Collected data entries
• • • • •

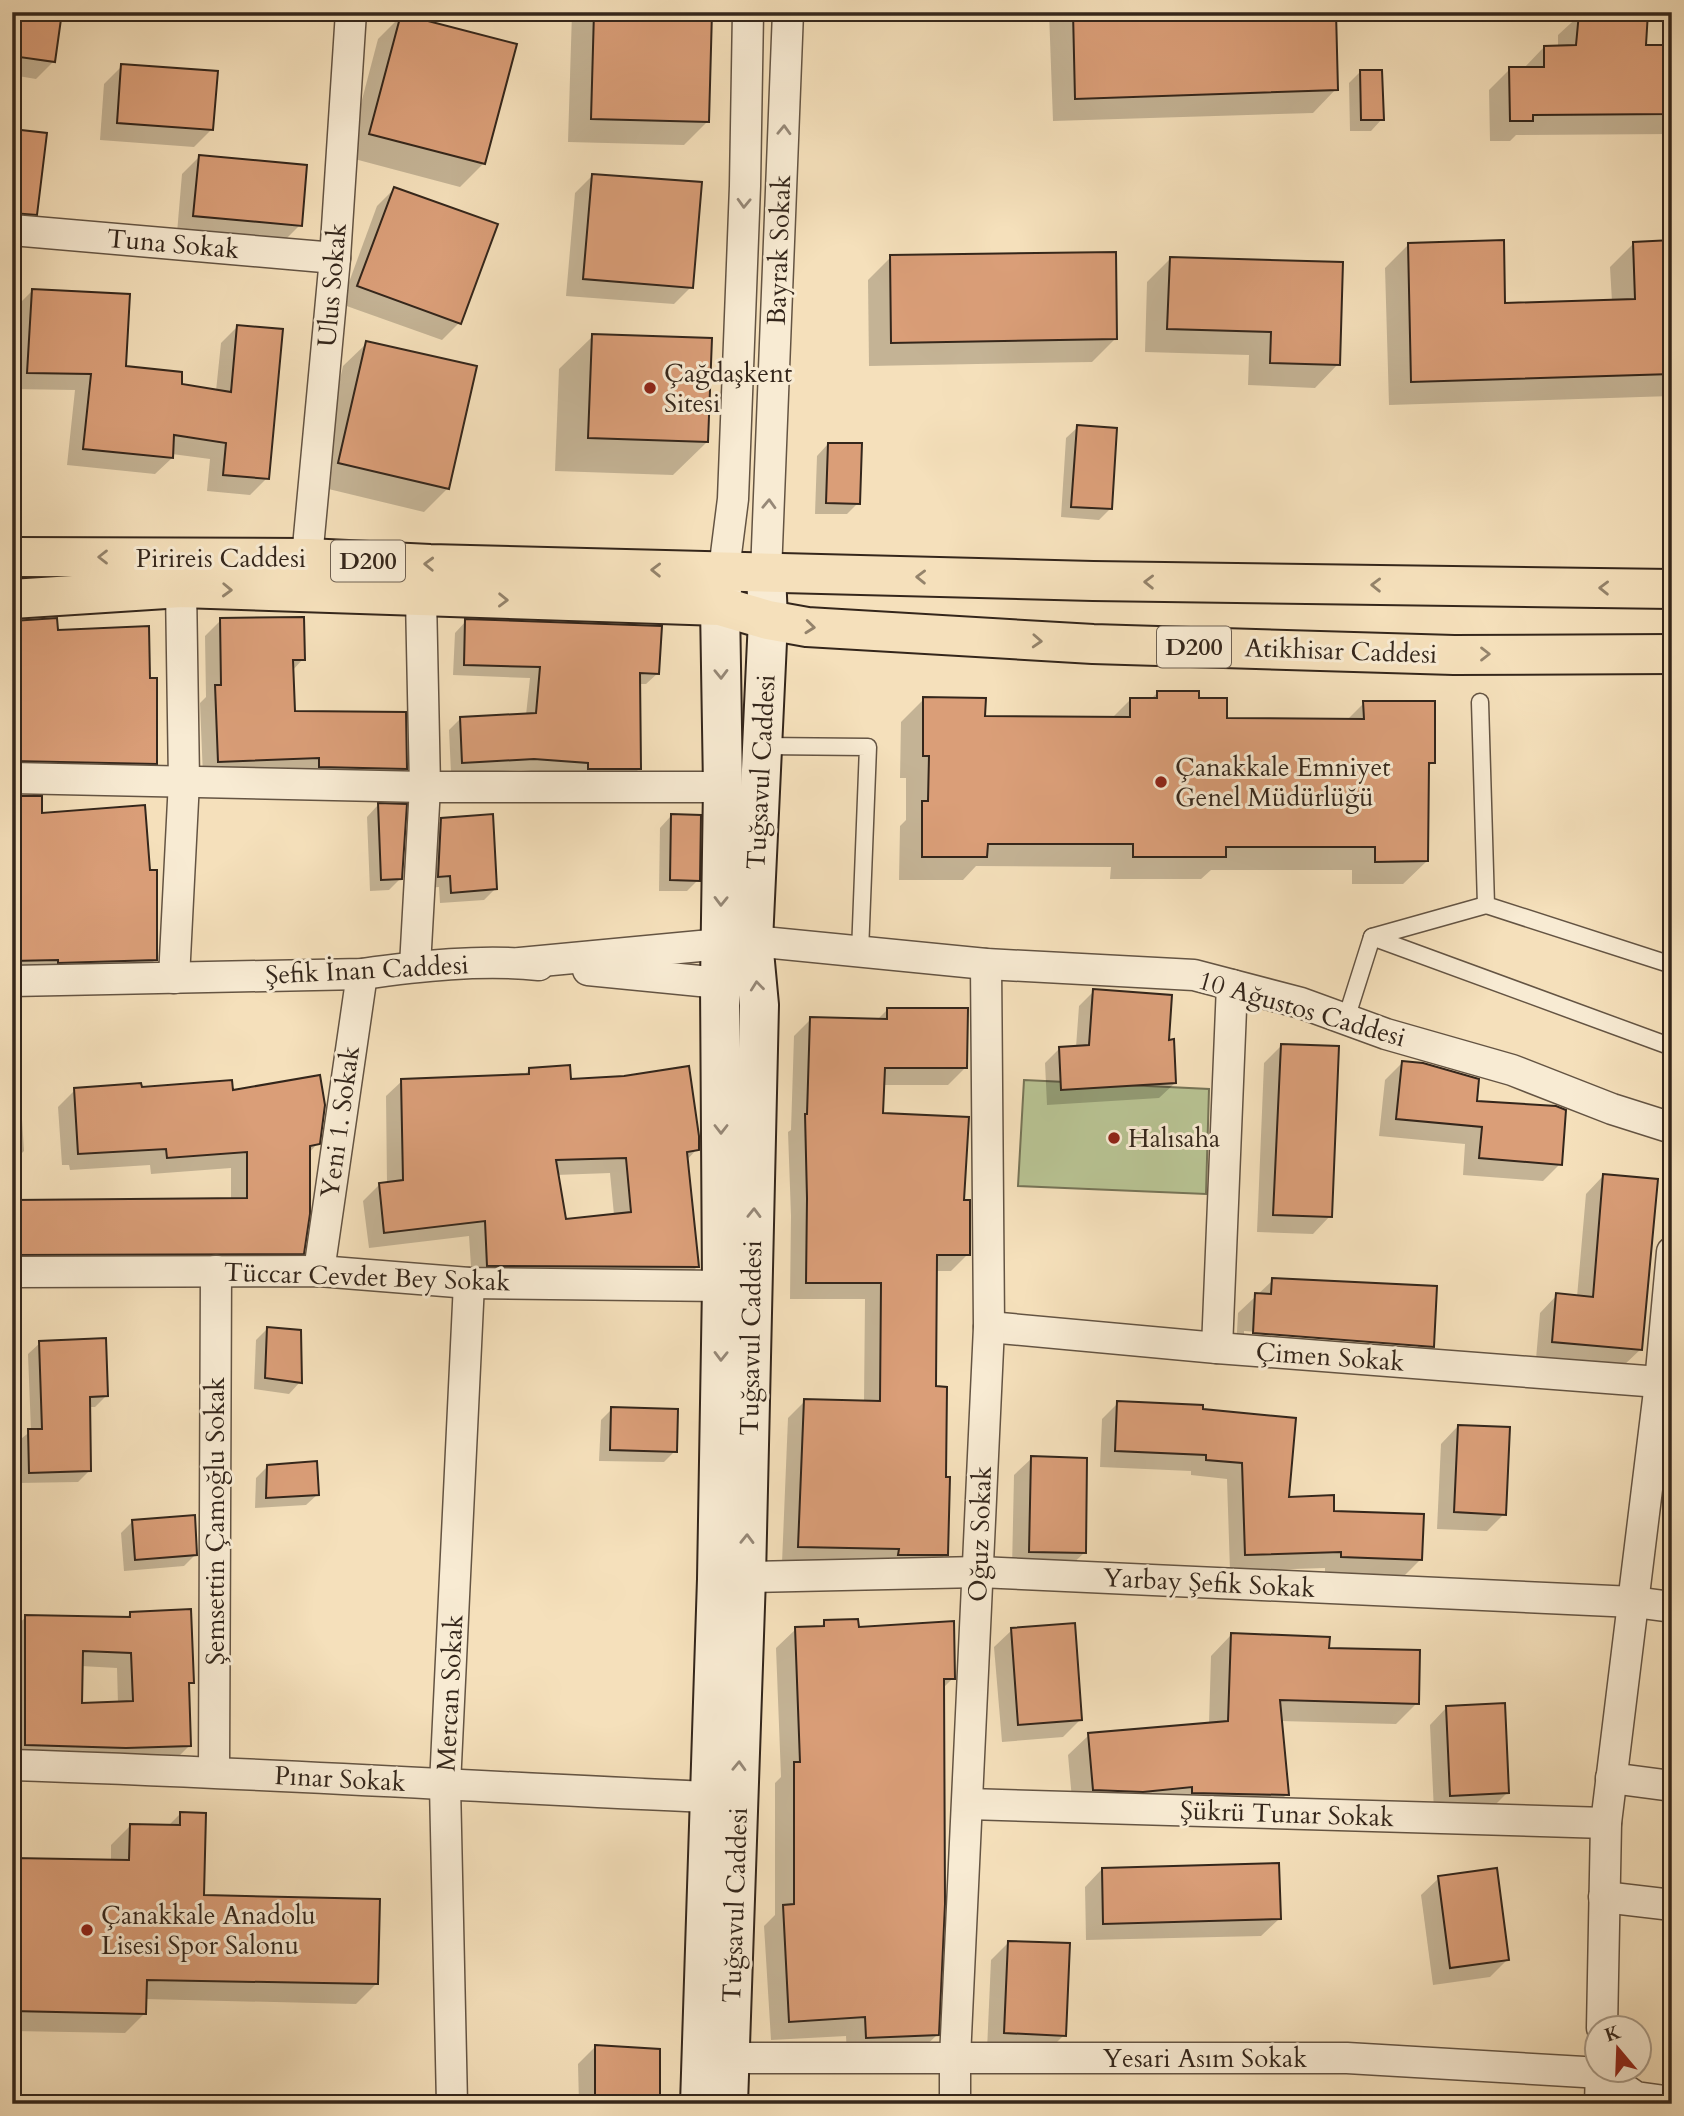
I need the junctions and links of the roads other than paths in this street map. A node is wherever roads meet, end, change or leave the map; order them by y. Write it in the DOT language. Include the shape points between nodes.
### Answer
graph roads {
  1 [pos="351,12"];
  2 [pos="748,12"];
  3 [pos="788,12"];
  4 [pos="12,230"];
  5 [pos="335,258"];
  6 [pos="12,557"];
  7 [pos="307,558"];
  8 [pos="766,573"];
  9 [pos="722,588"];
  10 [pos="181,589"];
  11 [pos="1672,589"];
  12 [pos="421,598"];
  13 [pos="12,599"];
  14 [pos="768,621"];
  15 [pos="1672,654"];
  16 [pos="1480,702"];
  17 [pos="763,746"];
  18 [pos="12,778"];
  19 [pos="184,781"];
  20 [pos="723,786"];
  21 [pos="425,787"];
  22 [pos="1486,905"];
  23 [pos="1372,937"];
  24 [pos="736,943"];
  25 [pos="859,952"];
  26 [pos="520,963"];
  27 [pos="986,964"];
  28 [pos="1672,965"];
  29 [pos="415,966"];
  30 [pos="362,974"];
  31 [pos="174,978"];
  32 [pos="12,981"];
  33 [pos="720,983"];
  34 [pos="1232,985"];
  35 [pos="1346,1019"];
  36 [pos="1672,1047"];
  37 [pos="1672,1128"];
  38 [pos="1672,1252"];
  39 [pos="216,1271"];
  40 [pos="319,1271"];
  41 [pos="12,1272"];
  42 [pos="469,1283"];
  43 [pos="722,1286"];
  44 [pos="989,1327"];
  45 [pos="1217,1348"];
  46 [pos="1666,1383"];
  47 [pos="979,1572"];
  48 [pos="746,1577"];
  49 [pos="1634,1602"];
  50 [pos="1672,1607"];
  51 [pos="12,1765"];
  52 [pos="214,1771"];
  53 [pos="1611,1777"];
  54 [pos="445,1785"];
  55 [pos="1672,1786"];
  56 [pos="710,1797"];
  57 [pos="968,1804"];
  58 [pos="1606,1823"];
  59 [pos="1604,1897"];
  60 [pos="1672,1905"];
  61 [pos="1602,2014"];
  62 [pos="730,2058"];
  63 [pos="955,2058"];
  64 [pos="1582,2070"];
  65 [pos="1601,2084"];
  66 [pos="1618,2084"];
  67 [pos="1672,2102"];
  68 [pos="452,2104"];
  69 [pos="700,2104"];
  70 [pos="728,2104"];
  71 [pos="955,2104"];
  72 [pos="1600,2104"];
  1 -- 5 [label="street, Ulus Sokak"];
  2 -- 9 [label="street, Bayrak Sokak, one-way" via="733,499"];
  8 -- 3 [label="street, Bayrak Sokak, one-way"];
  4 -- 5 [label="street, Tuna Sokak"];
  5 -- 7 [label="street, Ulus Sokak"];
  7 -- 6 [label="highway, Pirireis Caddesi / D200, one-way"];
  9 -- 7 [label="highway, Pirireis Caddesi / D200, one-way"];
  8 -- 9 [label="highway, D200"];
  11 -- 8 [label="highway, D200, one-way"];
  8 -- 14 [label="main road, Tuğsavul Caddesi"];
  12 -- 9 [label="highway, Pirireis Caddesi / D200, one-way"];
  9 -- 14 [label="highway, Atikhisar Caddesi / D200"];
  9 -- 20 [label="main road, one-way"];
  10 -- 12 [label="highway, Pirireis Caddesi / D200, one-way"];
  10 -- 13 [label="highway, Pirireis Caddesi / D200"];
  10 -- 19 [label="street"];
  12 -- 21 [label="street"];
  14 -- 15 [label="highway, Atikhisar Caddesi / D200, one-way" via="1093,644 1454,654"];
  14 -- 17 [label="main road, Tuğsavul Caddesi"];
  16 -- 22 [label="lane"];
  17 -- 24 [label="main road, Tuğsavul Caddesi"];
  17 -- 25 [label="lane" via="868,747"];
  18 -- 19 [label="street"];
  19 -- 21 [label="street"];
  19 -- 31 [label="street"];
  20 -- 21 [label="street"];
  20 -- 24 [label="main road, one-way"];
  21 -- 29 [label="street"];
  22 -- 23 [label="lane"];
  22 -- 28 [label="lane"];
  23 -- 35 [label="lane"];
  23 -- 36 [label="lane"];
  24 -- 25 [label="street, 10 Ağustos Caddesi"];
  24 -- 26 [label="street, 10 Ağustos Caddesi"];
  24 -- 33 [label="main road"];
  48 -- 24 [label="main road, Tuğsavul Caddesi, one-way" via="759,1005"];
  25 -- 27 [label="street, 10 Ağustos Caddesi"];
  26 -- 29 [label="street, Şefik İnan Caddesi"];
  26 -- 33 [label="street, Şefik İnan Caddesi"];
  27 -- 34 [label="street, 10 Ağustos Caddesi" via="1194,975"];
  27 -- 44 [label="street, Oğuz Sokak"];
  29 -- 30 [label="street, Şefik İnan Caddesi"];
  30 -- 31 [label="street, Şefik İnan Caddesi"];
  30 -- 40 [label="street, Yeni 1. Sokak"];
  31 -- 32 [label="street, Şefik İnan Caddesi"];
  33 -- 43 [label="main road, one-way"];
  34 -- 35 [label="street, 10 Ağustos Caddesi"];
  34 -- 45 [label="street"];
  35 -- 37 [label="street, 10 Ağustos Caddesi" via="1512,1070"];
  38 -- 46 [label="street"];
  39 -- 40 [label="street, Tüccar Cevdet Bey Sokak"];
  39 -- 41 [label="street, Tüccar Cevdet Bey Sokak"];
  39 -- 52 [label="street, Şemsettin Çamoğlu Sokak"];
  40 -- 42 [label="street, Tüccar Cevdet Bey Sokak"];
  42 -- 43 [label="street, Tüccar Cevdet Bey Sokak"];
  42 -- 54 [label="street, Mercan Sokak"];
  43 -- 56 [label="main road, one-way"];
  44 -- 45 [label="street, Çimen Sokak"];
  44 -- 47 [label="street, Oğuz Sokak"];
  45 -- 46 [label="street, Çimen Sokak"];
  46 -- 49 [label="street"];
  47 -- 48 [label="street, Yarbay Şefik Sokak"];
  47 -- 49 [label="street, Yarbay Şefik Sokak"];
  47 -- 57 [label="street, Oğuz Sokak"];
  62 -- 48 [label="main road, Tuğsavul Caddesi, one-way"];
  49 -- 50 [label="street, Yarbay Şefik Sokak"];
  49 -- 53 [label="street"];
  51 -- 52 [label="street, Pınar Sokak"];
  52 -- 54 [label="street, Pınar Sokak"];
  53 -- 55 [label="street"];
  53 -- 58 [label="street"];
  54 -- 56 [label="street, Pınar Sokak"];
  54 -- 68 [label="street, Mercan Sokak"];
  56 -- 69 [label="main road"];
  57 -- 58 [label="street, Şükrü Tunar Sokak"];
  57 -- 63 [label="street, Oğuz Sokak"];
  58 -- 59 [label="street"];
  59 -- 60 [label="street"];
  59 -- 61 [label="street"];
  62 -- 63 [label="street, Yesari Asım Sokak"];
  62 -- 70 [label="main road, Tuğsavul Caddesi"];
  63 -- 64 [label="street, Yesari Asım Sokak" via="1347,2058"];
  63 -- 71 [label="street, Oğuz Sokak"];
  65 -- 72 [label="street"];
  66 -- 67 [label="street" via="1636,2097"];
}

• • • • •

> Exercise aim: Nothing but a number belongs in the answer, namely how many lines above include "İnan".

> Response for this exercise: 5